Monday, June 18, 2012

Hypertufa how to




I have had lots of projects going on here. Planting gardens for spring and finishing up some projects. We had a graduation and some parties. Time is flying by so fast these days. One thing I got to do was to make some Hypertufa planters. My son and a friend came over and we got to it. Sorry I did not take a lot of pictures in progress.


 Here is a finished one all planted. They are lightweight and can stay out in our New England winters.


Supplies you will need are as follows:
Portland cement
Perlite
Peat moss
Fiberglass fibers
Latex or rubber gloves,(cement can be murder on the hands)
Wooden dowel marked at 1 1/2 in.( to make sure your depth is even all around)
Cooking spray or mold release
plastic
Water
Container to mix it all in. I used a basin I got at Lowes, but any large plastic container would work.
Molds, for example, plant pots, dishpans plastic bowls use you imagination.... of course leaves too. I have many more ideas now and want to do this again real soon.
So I have seen many versions of this, but this is how I did it.
2 parts cement
3 parts perlite
3 parts peat moss
a handful of fiberglass fibers
I had a watering can of water and mixed it until it just started to stick together.
Start packing it around or in your mold.
Measure depth to make even
wrap in plastic for 24 hours then remove mold.
planter should cure for 30 days before planting.




 Dishpan trough.

 A hosta leaf. I really like rhubarb better.
 This is the rhubarb leaf my son did and then his clean up skills really paid off. The first thing he did was make a wet pile of sand then place the leaf on top. He sprayed it with cooking spray (for easy removal) the patted on the hypertufa mix. Then wrapped it in plastic for 24 hrs. then he removed the plastic and the leaf. then while still workable he cleaned and shaped the edges.
 Here is his finished leaf. It is going to be used as a birdbath.
Just to end on a light note my Brugmansia or Angel Trumpet is looking so pretty at the back door and her sweet fragrance fills the air. I had 28 blooms at one time last year. Lets see what this year brings. The nasty earwigs got into and chopped away on the leaves.

6 comments:

Carla said...

These look fantastic. I especially love the leaves. I don't think I have any leaves that are that large in my gardens, but maybe I can get a rhubarb leaf from a neighbor. I know they were growing it in the early spring.
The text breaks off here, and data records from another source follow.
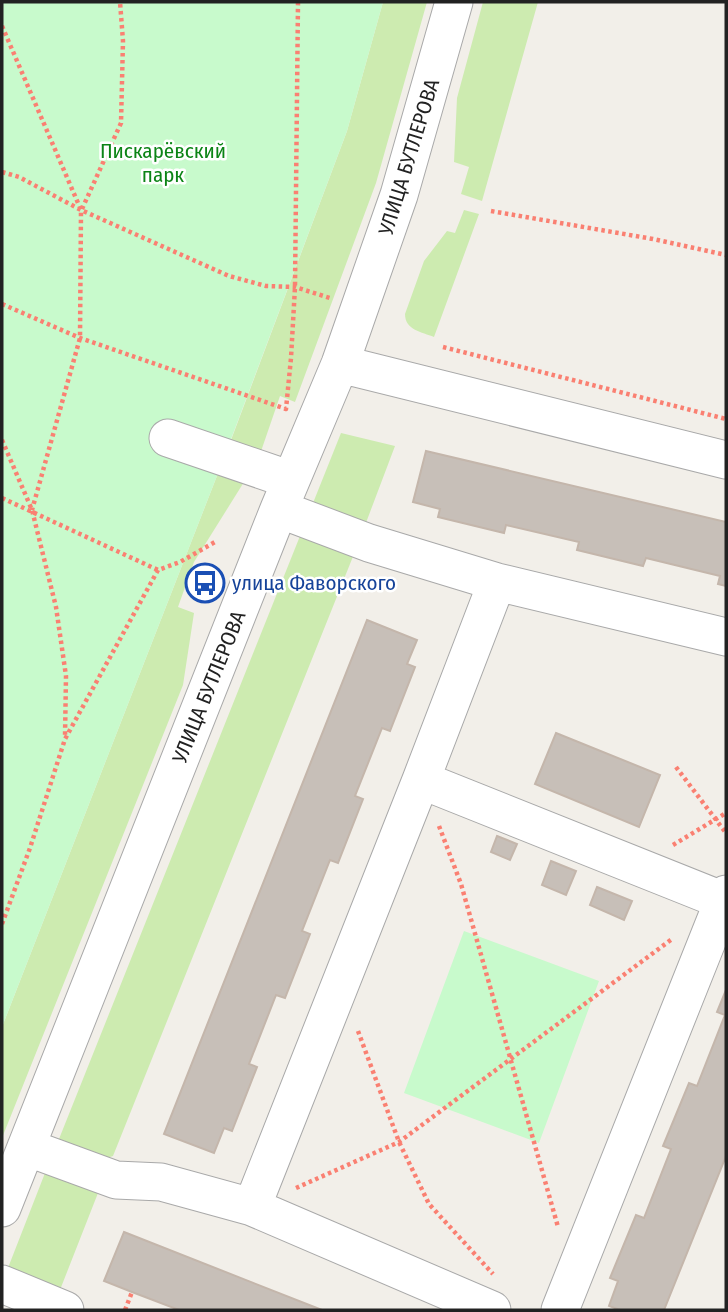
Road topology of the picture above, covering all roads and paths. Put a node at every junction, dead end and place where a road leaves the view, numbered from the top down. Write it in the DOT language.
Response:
graph roads {
  1 [pos="120,2"];
  2 [pos="298,2"];
  3 [pos="454,2"];
  4 [pos="2,26"];
  5 [pos="2,172"];
  6 [pos="82,210"];
  7 [pos="491,211"];
  8 [pos="726,255"];
  9 [pos="295,287"];
  10 [pos="335,299"];
  11 [pos="2,304"];
  12 [pos="80,338"];
  13 [pos="443,347"];
  14 [pos="340,365"];
  15 [pos="726,419"];
  16 [pos="169,438"];
  17 [pos="2,440"];
  18 [pos="726,460"];
  19 [pos="285,495"];
  20 [pos="2,498"];
  21 [pos="32,510"];
  22 [pos="215,542"];
  23 [pos="158,570"];
  24 [pos="497,582"];
  25 [pos="726,637"];
  26 [pos="65,739"];
  27 [pos="676,767"];
  28 [pos="421,780"];
  29 [pos="726,813"];
  30 [pos="716,820"];
  31 [pos="726,832"];
  32 [pos="637,866"];
  33 [pos="725,897"];
  34 [pos="2,925"];
  35 [pos="679,934"];
  36 [pos="340,985"];
  37 [pos="511,1060"];
  38 [pos="399,1142"];
  39 [pos="26,1147"];
  40 [pos="252,1207"];
  41 [pos="2,1208"];
  42 [pos="2,1284"];
  43 [pos="132,1292"];
  44 [pos="566,1294"];
  45 [pos="496,1296"];
  46 [pos="65,1310"];
  47 [pos="125,1310"];
  1 -- 6 [label="path"];
  2 -- 9 [label="path"];
  3 -- 14 [label="street, УЛИЦА БУТЛЕРОВА"];
  4 -- 6 [label="path"];
  5 -- 6 [label="path"];
  6 -- 9 [label="path"];
  6 -- 12 [label="path"];
  7 -- 8 [label="path"];
  9 -- 10 [label="path"];
  9 -- 12 [label="path"];
  11 -- 12 [label="path"];
  12 -- 21 [label="path"];
  13 -- 15 [label="path"];
  14 -- 18 [label="street"];
  14 -- 19 [label="street, УЛИЦА БУТЛЕРОВА"];
  16 -- 19 [label="street"];
  17 -- 21 [label="path"];
  19 -- 24 [label="street"];
  19 -- 39 [label="street, УЛИЦА БУТЛЕРОВА"];
  20 -- 21 [label="path"];
  21 -- 23 [label="path"];
  21 -- 26 [label="path"];
  22 -- 23 [label="path"];
  23 -- 26 [label="path"];
  24 -- 25 [label="street"];
  24 -- 28 [label="street"];
  26 -- 34 [label="path"];
  27 -- 30 [label="path"];
  28 -- 32 [label="street"];
  28 -- 36 [label="street"];
  28 -- 37 [label="path"];
  29 -- 30 [label="path"];
  30 -- 31 [label="path"];
  30 -- 32 [label="path"];
  32 -- 33 [label="street"];
  33 -- 44 [label="street"];
  35 -- 37 [label="path"];
  36 -- 38 [label="path"];
  36 -- 40 [label="street"];
  37 -- 38 [label="path"];
  37 -- 44 [label="path"];
  38 -- 40 [label="path"];
  38 -- 45 [label="path"];
  39 -- 40 [label="street"];
  39 -- 41 [label="street, УЛИЦА БУТЛЕРОВА"];
  40 -- 45 [label="street"];
  42 -- 46 [label="street"];
  43 -- 47 [label="path"];
}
I have always wanted to make these. Thanks so much for posting the ingredients!

Deppen homestead 1862 said...

Donna~ oh, yes, my fav is the big leaf ~ wonderful job~ love it~Beautiful flower~ we are also being invaded by the nasty bugs~
enjoy your day~
smiles
Teresa

janet said...

My favorite is the big leaf..They are beautiful..

Jody and Stan said...

What a beautiful garden you have. I have to try and make these big leaves. Thanks for the inspiration!
New Follower!

Jody

Alicia@ eco friendly homemaking said...

Wow this is just awesome! What a beautiful looking birdbath he is going to have!!

Inspire Me Heather said...

What a great idea for a birdbath! I've got a gunnera plant here and the leaves get bigger than a rhubarb so I just might try it with that - thanks! I've got this linked to my hypertufa post as well today, for inspiration.